From: Alex Williamson <alex.williamson@redhat.com>

This patch refines the implementation of original vfio-mdev-pci driver.

And the vfio-mdev-pci-type_name will be named per the following rule:

	vmdev->attr.name = kasprintf(GFP_KERNEL,
				     "%04x:%04x:%04x:%04x:%06x:%02x",
				     pdev->vendor, pdev->device,
				     pdev->subsystem_vendor,
				     pdev->subsystem_device, pdev->class,
				     pdev->revision);

Before usage, check the /sys/bus/pci/devices/$bdf/mdev_supported_types/
to ensure the final mdev_supported_types.

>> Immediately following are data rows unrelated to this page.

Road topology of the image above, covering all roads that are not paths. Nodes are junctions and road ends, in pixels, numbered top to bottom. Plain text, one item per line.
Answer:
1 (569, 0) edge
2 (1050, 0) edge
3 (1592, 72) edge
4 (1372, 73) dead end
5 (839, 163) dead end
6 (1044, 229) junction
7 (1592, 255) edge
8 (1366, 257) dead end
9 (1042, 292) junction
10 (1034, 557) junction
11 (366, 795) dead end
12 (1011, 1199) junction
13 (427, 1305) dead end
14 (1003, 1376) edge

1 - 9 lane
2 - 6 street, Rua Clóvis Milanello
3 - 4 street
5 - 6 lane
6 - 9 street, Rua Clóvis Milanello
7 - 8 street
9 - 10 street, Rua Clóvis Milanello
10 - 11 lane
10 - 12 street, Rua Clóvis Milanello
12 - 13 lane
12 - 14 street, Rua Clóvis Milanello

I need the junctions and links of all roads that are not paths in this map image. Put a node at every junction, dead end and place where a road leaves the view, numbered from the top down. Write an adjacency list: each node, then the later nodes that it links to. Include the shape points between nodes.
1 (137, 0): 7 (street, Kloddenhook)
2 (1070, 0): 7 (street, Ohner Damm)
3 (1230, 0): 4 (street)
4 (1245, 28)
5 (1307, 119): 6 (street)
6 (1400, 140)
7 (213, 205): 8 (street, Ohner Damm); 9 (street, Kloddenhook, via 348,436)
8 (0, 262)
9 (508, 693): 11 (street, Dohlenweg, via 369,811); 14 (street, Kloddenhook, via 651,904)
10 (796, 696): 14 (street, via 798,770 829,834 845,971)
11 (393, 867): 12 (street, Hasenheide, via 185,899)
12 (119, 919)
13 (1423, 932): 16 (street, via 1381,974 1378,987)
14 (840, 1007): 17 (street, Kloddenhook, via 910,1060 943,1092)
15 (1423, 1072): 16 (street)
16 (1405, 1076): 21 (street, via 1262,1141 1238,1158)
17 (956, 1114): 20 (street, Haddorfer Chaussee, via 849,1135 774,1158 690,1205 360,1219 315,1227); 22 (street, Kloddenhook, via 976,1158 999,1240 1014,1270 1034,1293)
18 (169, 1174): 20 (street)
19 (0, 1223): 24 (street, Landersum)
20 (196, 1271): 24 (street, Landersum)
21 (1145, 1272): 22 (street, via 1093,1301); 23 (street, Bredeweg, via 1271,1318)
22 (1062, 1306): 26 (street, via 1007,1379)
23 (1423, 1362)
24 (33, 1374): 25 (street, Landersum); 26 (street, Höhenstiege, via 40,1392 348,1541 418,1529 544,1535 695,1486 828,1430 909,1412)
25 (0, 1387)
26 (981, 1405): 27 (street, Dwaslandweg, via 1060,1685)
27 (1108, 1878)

Cc: Kevin Tian <kevin.tian@intel.com>
Cc: Lu Baolu <baolu.lu@linux.intel.com>
Signed-off-by: Alex Williamson <alex.williamson@redhat.com>
Signed-off-by: Liu Yi L <yi.l.liu@intel.com>
---
 drivers/vfio/pci/vfio_mdev_pci.c | 123 +++++++++++++++++++++++----------------
 1 file changed, 72 insertions(+), 51 deletions(-)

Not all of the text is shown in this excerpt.